Exercise> Go through the entries below and count the lines where the word "true" appears; give only the count.

Exercise input>
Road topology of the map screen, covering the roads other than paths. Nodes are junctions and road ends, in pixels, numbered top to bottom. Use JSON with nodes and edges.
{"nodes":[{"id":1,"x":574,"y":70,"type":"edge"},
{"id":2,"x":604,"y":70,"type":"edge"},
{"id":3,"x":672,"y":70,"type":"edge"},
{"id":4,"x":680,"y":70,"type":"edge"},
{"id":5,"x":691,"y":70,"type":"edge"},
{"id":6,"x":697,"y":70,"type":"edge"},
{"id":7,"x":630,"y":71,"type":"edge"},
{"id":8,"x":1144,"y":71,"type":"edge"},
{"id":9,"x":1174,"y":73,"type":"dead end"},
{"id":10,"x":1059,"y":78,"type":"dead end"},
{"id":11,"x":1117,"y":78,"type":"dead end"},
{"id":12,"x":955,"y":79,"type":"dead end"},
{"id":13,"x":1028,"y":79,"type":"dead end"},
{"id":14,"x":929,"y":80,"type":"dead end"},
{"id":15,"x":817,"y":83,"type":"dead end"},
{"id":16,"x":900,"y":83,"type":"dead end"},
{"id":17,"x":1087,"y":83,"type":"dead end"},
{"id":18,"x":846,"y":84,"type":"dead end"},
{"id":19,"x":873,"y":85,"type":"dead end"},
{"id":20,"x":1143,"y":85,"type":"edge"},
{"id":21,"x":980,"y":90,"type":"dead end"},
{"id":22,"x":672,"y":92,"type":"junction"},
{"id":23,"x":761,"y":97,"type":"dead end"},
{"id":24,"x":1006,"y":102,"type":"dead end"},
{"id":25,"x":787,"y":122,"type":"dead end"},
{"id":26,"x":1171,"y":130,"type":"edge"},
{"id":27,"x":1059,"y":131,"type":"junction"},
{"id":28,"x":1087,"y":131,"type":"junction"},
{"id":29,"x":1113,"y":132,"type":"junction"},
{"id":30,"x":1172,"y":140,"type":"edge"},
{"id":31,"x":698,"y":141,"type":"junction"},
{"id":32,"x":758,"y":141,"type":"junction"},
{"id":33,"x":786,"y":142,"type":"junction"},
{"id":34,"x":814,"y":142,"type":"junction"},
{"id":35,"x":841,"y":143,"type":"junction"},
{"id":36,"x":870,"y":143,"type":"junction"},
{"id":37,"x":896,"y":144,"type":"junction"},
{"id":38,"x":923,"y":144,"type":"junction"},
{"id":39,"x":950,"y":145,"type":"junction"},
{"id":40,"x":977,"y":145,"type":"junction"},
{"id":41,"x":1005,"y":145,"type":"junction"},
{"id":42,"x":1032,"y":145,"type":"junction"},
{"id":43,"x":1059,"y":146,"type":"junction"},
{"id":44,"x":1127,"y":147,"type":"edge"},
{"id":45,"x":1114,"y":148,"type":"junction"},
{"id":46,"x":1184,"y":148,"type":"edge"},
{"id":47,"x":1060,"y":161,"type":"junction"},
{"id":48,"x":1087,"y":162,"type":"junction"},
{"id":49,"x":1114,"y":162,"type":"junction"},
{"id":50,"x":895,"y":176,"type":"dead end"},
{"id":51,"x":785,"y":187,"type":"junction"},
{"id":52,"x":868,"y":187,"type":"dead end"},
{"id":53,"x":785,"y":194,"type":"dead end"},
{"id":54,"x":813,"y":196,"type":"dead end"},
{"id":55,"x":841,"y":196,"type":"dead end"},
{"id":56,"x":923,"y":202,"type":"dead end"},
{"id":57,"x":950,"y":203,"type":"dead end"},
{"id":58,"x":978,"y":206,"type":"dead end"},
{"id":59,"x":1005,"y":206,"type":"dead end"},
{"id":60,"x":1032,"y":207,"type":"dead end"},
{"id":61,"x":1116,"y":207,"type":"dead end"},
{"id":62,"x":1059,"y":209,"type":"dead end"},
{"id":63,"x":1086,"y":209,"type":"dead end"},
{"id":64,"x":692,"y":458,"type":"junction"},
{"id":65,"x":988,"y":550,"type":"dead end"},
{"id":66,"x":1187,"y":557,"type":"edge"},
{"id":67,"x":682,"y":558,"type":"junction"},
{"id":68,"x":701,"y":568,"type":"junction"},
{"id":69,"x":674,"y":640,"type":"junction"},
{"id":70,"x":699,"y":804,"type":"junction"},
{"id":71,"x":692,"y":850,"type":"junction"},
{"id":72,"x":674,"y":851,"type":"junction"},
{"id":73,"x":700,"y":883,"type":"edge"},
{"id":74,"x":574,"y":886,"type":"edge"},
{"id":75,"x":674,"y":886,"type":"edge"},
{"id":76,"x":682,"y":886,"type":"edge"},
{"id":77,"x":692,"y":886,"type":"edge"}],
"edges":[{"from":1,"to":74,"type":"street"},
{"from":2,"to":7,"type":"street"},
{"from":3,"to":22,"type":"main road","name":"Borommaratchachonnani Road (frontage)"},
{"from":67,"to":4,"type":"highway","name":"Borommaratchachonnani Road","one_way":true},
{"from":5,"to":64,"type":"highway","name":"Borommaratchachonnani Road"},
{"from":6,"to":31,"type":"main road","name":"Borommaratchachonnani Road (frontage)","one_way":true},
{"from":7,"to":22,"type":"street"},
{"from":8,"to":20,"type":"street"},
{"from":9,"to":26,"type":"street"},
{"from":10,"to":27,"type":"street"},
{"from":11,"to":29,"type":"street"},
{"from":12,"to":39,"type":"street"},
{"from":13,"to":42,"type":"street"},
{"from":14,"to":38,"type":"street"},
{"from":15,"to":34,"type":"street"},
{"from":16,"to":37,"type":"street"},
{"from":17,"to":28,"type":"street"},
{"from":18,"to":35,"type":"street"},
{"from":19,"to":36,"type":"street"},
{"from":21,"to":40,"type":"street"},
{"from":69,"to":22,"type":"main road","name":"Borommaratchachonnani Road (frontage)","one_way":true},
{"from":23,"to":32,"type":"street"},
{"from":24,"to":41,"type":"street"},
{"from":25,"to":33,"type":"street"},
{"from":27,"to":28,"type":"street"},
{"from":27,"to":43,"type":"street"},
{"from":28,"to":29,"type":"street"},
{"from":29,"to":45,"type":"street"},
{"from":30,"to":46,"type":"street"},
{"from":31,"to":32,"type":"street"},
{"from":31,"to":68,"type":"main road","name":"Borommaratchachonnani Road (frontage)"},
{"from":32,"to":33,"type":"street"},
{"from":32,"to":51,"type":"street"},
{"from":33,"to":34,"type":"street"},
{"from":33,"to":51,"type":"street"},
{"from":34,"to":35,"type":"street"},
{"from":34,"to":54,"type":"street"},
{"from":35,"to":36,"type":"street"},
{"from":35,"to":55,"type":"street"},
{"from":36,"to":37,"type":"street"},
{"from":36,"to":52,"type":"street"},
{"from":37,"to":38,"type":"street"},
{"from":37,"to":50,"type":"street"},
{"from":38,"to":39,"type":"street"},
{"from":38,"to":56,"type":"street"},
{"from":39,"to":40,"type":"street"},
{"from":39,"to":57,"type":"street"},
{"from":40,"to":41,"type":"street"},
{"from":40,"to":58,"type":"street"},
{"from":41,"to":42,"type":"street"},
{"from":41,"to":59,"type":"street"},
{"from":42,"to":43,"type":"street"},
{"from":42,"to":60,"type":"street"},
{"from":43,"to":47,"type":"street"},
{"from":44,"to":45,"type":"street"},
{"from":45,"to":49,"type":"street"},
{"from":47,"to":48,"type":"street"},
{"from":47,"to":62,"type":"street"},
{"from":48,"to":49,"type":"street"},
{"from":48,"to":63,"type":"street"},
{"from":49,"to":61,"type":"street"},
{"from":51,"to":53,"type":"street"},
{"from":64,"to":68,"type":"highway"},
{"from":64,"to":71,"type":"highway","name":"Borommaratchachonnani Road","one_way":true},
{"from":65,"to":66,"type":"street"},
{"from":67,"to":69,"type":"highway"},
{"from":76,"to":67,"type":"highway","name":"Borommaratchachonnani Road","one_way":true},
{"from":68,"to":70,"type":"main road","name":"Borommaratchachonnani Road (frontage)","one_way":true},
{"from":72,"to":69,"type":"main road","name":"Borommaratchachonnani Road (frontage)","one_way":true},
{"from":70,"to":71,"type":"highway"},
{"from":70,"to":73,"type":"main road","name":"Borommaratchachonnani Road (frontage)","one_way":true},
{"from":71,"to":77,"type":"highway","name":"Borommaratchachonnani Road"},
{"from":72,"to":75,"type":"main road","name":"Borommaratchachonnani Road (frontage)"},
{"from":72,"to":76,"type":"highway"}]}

Reply to the task> 8